Wall Street Journal
WASHINGTON -- Iraq may have completed the design work and experimentation needed to assemble an effective nuclear weapon, but it has failed so far to clear its most difficult hurdle: acquiring the highly enriched uranium necessary to make a nuclear device explode.
Iraq appears to be years away from being able to produce such material on its own, according to experts who are trying to monitor its weapons program. The one prospect that might help Saddam Hussein get the bomb sooner would be to acquire on the black market -- rather than by refining through its own enrichment program -- a batch of weapons-grade uranium.
The most likely source would be nations of the former Soviet Union, where tons of the rare metal are believed to remain unaccounted for. Such an acquisition might enable the Iraqis to complete a nuclear device much more quickly, perhaps even within months.
"It is very, very difficult to find fissile [explodable] material," said Terence Taylor, the head of the Washington office of the International Institute for Strategic Studies, an independent research center based in London. "Iraq has a lot of money and a dedicated procurement network. It's possible, but not easy," he said Monday.
The institute released a report on the Iraqi program that says the consensus of most experts outside the U.S. government is that since 1998, when U.N. inspectors announced that most of the nation's sprawling nuclear-weapons program had been destroyed, Iraq hasn't been able to construct its own manufacturing facility for producing highly enriched uranium.
The question of how close Iraq is to nuclear-weapons capability has become central to the burgeoning debate over whether to take military action to topple Saddam Hussein. The Bush administration has increasingly pointed to Iraq's quest for nuclear weapons, more than any other rationale, to explain the president's call for "regime change" in Iraq.
The international sources of technological help for Iraq remain a mystery that has only been partially solved by Western experts. Gary Milhollin, head of the Washington-based Wisconsin Project on Nuclear Arms Control, which also monitors the Iraqi program, says United Nations weapons inspectors found that Iraq had obtained a workable bomb design that may have come from China through Pakistani scientists. The design requires 33 pounds to 40 pounds of highly enriched uranium and could yield the explosive force that incinerated most of Hiroshima in 1945.
The critical item that gives the weapon its explosive power is highly enriched uranium, a concentration of U-235, a rare isotope or chemical relative of natural uranium that requires an elaborate manufacturing process to separate and produce. Only 0.7% of natural uranium consists of U-235. So-called bomb-grade highly enriched uranium requires a concentration of at least 80%.
Separating and concentrating U-235 is a laborious, money- and time-consuming process that cost the U.S. hundreds of millions of dollars during World War II, when it was a major part of the Manhattan Project that produced the nation's first nuclear weapons. Over the years, the enrichment process has become somewhat easier, and Iraq is currently working on at least two pathways toward achieving it.
Gary Samore , the editor of the International Institute for Strategic Studies report, thinks Baghdad is trying to develop a facility that uses hundreds of high-speed centrifuges to separate U-235 from heavier elements in the uranium molecule. "Of all the technological options, this one is easiest to conceal," he said.
Since Iraq ejected U.N. inspectors in 1998, the best window U.S. intelligence agencies have had into the Iraqi nuclear-weapons program, said Mr. Milhollin, has been its international efforts to procure exotic, high-strength types of aluminum and steel needed to keep the centrifuges from spinning apart.

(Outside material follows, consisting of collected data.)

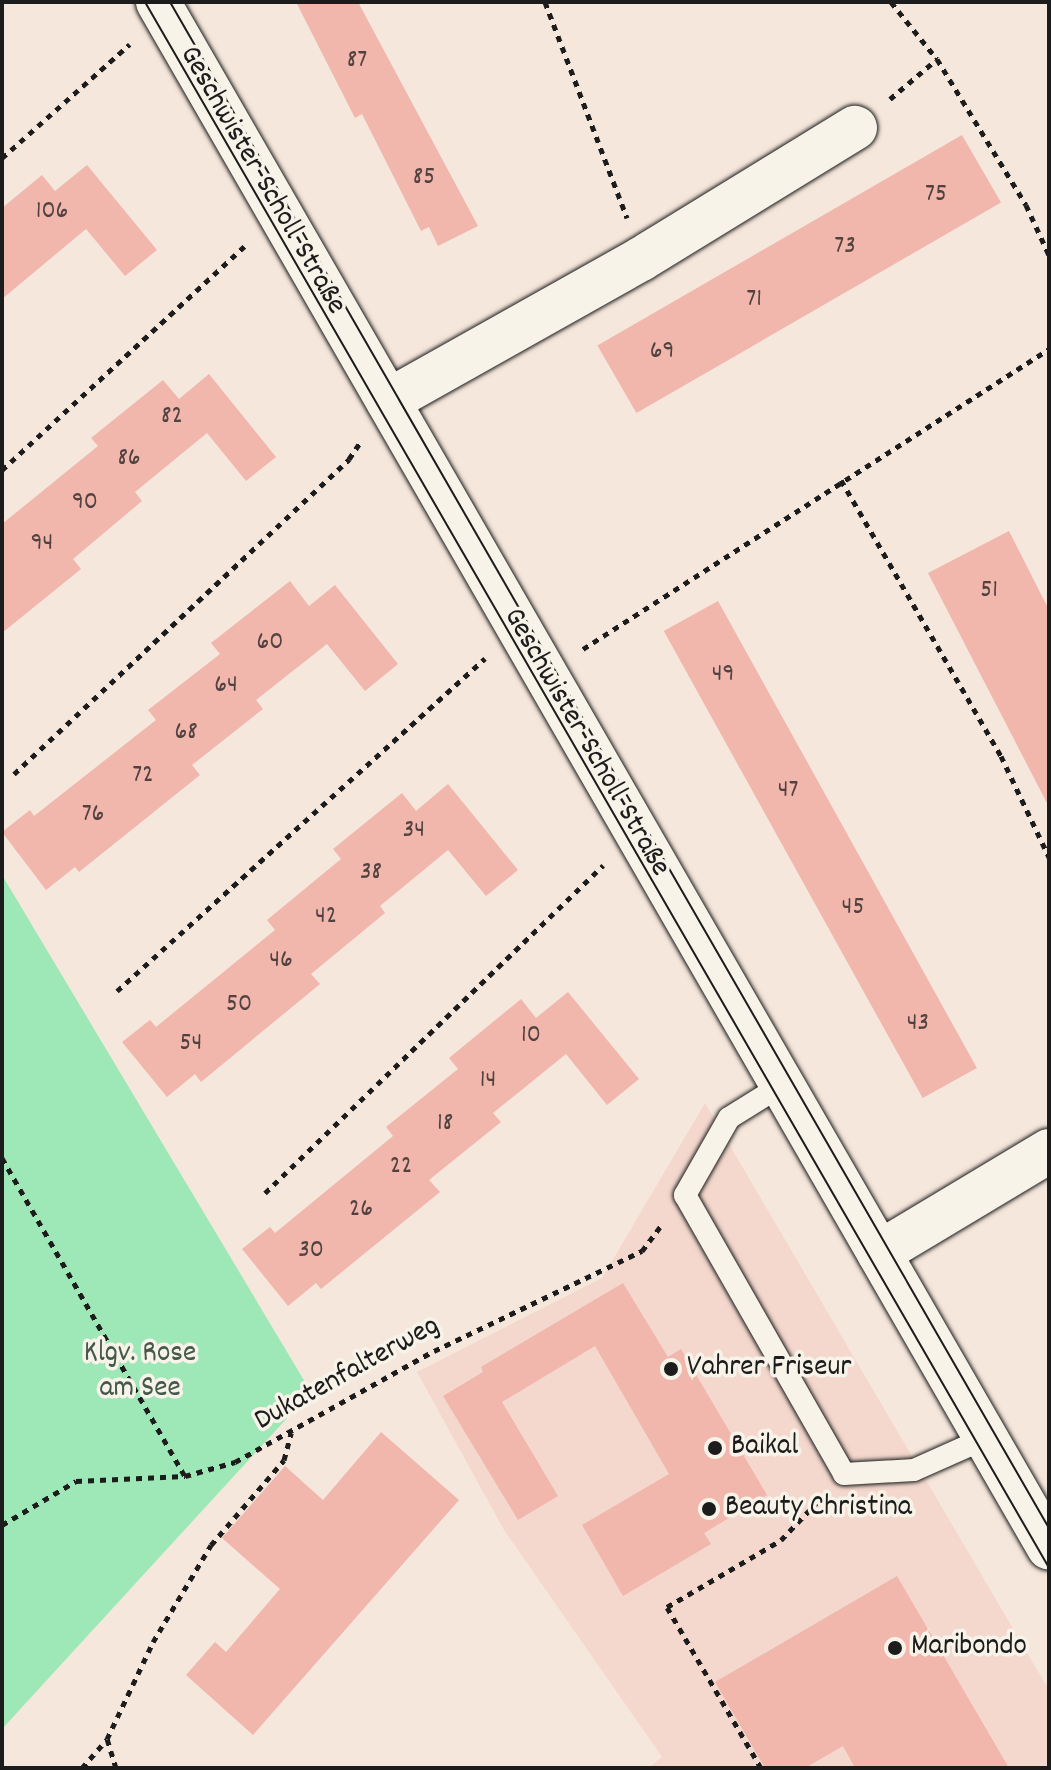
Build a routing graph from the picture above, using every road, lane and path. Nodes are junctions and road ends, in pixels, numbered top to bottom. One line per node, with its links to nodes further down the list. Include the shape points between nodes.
1 (158, 2): 8 (street, Geschwister-Scholl-Straße)
2 (545, 2): 10 (path)
3 (891, 2): 5 (path)
4 (135, 38): 7 (path)
5 (937, 59): 6 (path); 9 (path, via 1026,205)
6 (855, 128): 10 (street)
7 (2, 158)
8 (279, 211): 12 (street, Geschwister-Scholl-Straße); 13 (path)
9 (1049, 255)
10 (641, 259): 12 (street)
11 (1049, 349): 14 (path)
12 (388, 401): 15 (street, Geschwister-Scholl-Straße); 17 (path, via 349,459)
13 (2, 470)
14 (841, 480): 16 (path); 18 (path, via 1001,756)
15 (518, 628): 20 (path); 21 (street, Geschwister-Scholl-Straße)
16 (580, 651)
17 (14, 774)
18 (1049, 857)
19 (610, 858): 24 (path)
20 (117, 991)
21 (782, 1085): 25 (lane, via 729,1118); 26 (street, Geschwister-Scholl-Straße)
22 (1049, 1151): 26 (street)
23 (2, 1158): 30 (path)
24 (265, 1193)
25 (685, 1195): 27 (path, Dukatenfalterweg, via 642,1251 434,1351); 29 (lane)
26 (879, 1253): 28 (street, Geschwister-Scholl-Straße)
27 (291, 1433): 30 (path, Dukatenfalterweg, via 235,1462); 33 (path, via 284,1460 203,1557 153,1642)
28 (986, 1438): 29 (lane, via 914,1470); 32 (street, Geschwister-Scholl-Straße)
29 (844, 1474): 36 (path, via 781,1540 667,1607)
30 (185, 1476): 31 (path, Dukatenfalterweg, via 76,1481)
31 (2, 1525)
32 (1049, 1548)
33 (107, 1739): 34 (path); 35 (path)
34 (82, 1768)
35 (116, 1768)
36 (761, 1768)

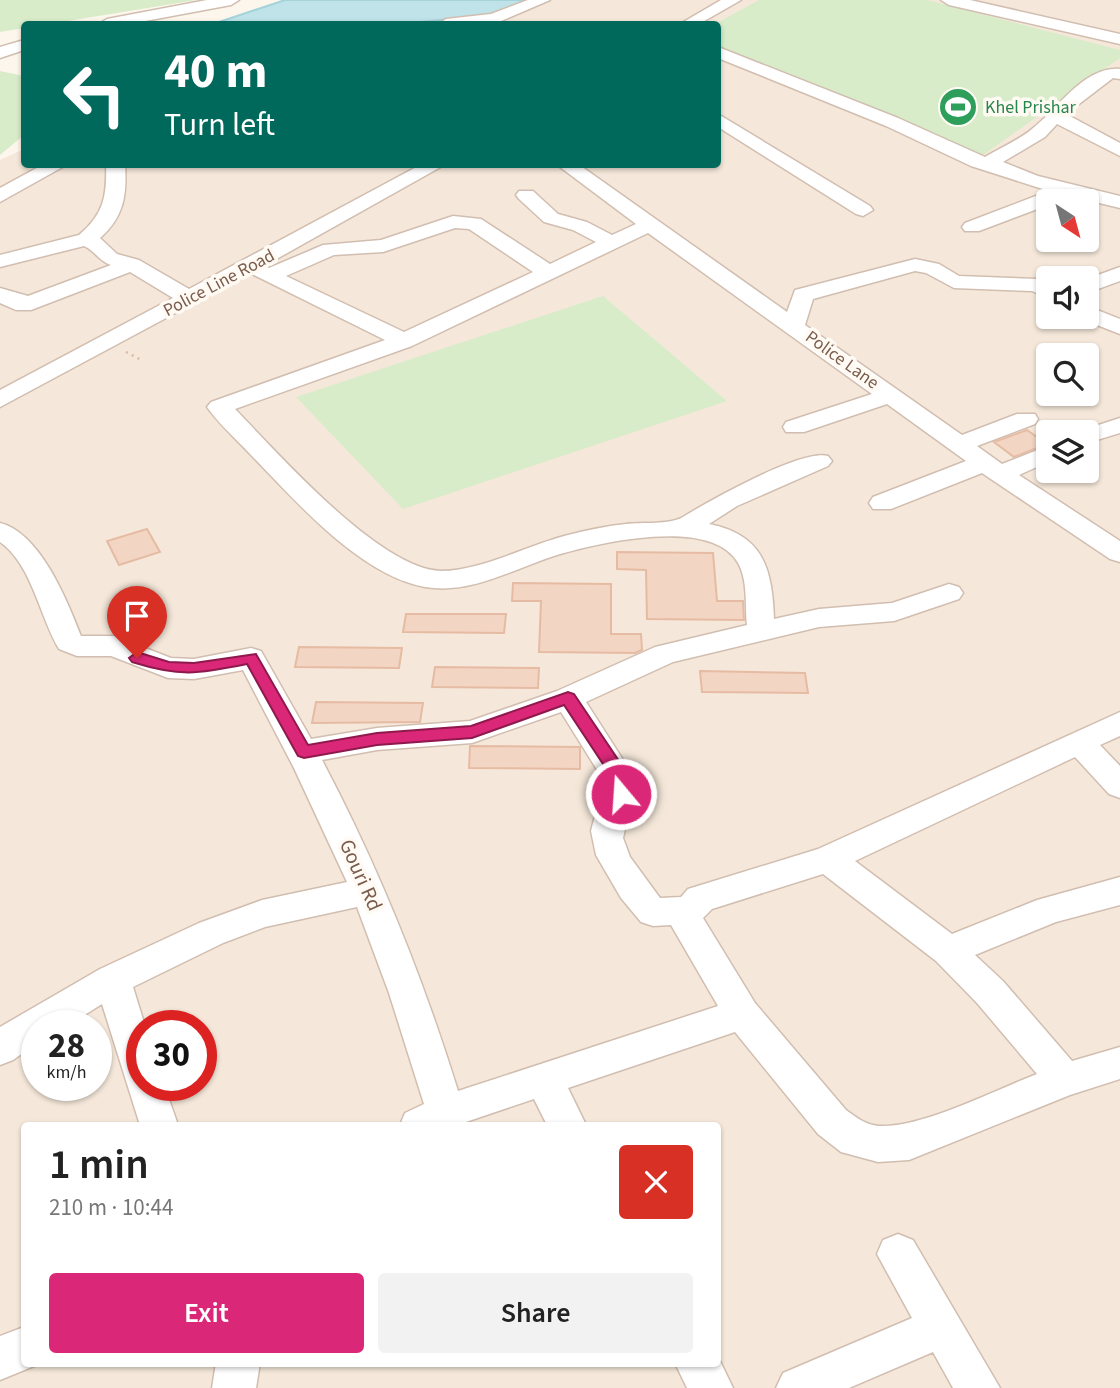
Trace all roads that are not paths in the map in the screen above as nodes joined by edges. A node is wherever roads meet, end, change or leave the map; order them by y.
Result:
1 (230, 0) edge
2 (542, 0) edge
3 (733, 0) edge
4 (949, 0) edge
5 (981, 2) edge
6 (122, 21) edge
7 (475, 21) edge
8 (694, 21) edge
9 (1120, 39) edge
10 (21, 46) edge
11 (0, 53) edge
12 (721, 53) edge
13 (0, 62) edge
14 (21, 66) edge
15 (1120, 74) edge
16 (1056, 116) junction
17 (721, 121) edge
18 (1120, 150) edge
19 (990, 162) junction
20 (52, 168) edge
21 (115, 168) edge
22 (427, 168) edge
23 (571, 168) edge
24 (1066, 189) edge
25 (526, 195) dead end
26 (0, 196) edge
27 (1099, 197) edge
28 (1120, 202) edge
29 (1036, 203) edge
30 (863, 210) dead end
31 (651, 224) junction
32 (972, 227) dead end
33 (86, 239) junction
34 (611, 242) junction
35 (0, 261) edge
36 (132, 264) junction
37 (259, 271) junction
38 (548, 272) junction
39 (1120, 273) edge
40 (1099, 282) edge
41 (1036, 285) edge
42 (0, 294) edge
43 (191, 299) junction
44 (1099, 318) edge
45 (794, 326) junction
46 (1120, 327) edge
47 (404, 341) junction
48 (891, 395) junction
49 (0, 400) edge
50 (1026, 419) dead end
51 (1120, 425) edge
52 (796, 427) dead end
53 (1099, 432) edge
54 (959, 445) junction
55 (1036, 456) edge
56 (819, 461) dead end
57 (992, 468) junction
58 (882, 503) dead end
59 (684, 528) junction
60 (0, 531) edge
61 (1120, 553) edge
62 (949, 593) dead end
63 (761, 629) junction
64 (568, 698) junction
65 (1120, 723) edge
66 (1080, 743) junction
67 (304, 752) junction
68 (1120, 786) edge
69 (828, 859) junction
70 (369, 891) junction
71 (1120, 891) edge
72 (688, 910) junction
73 (948, 951) junction
74 (113, 980) junction
75 (743, 1014) junction
76 (126, 1023) edge
77 (0, 1049) edge
78 (1120, 1063) edge
79 (543, 1079) junction
80 (1065, 1080) junction
81 (151, 1101) edge
82 (432, 1118) edge
83 (158, 1122) edge
84 (565, 1122) edge
85 (898, 1254) dead end
86 (941, 1327) junction
87 (21, 1350) edge
88 (0, 1358) edge
89 (237, 1367) edge
90 (699, 1367) edge
91 (234, 1388) edge
92 (711, 1388) edge
93 (798, 1388) edge
94 (978, 1388) edge

1 - 6 street
2 - 7 street
3 - 8 street
4 - 5 street
5 - 9 street
10 - 11 street
12 - 19 street
13 - 14 street
15 - 16 street
16 - 18 street
16 - 19 street
17 - 30 street
19 - 24 street
20 - 26 street
21 - 33 street
22 - 37 street, Police Line Road
23 - 31 street, Police Lane
25 - 34 street
27 - 28 street
29 - 32 street
31 - 34 street
31 - 45 street, Police Lane
33 - 35 street
33 - 36 street
34 - 38 street
36 - 42 street
36 - 43 street
37 - 38 street
37 - 43 street, Police Line Road
37 - 47 street
38 - 47 street
39 - 40 street
41 - 45 street
43 - 49 street, Police Line Road
44 - 46 street
45 - 48 street, Police Lane
47 - 59 street
48 - 52 street
48 - 54 street, Police Lane
50 - 54 street
51 - 53 street
54 - 57 street, Police Lane
55 - 57 street
56 - 59 street
57 - 58 street
57 - 61 street, Police Lane
59 - 63 street
60 - 67 street, Gouri Rd
62 - 63 street
63 - 64 street
64 - 67 street
64 - 72 street
65 - 66 street
66 - 68 street
66 - 69 street
67 - 70 street, Gouri Rd
69 - 72 street
69 - 73 street
70 - 74 street
70 - 82 street, Gouri Rd
71 - 73 street
72 - 75 street
73 - 80 street
74 - 76 street
74 - 77 street
75 - 79 street, Gouri Rd
75 - 80 street
78 - 80 street
79 - 82 street, Gouri Rd
79 - 84 street
81 - 83 street
85 - 86 street
86 - 93 street
86 - 94 street
87 - 88 street
89 - 91 street
90 - 92 street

In the second approach to refining highly enriched uranium, Iraq might use "calutrons," or large electromagnetic separating machines, which U.N. inspectors found and destroyed in the country in the 1990s. But Western experts aren't sure whether Iraq has resumed the work. The process is inefficient and was rejected by U.S. nuclear scientists after World War II.
That leaves the option of trying to smuggle in highly enriched uranium. Moving such toxic material would be difficult. But there's no guarantee a shipment would be spotted. The amounts involved aren't large, and the U.S. isn't able to specifically detect radioactive material from satellite imagery.
Mr. Milhollin noted that Iraq has two capabilities that work to its advantage in trying to field a completed, deliverable warhead. "They still have the knowledge" of how to build weapons, he said. "And they've become very adept at hiding their activities from overhead cameras. They've learned what we can see."
Delivering a bomb would be another hurdle for Iraq, but experts believe that would be easier than making the weapon.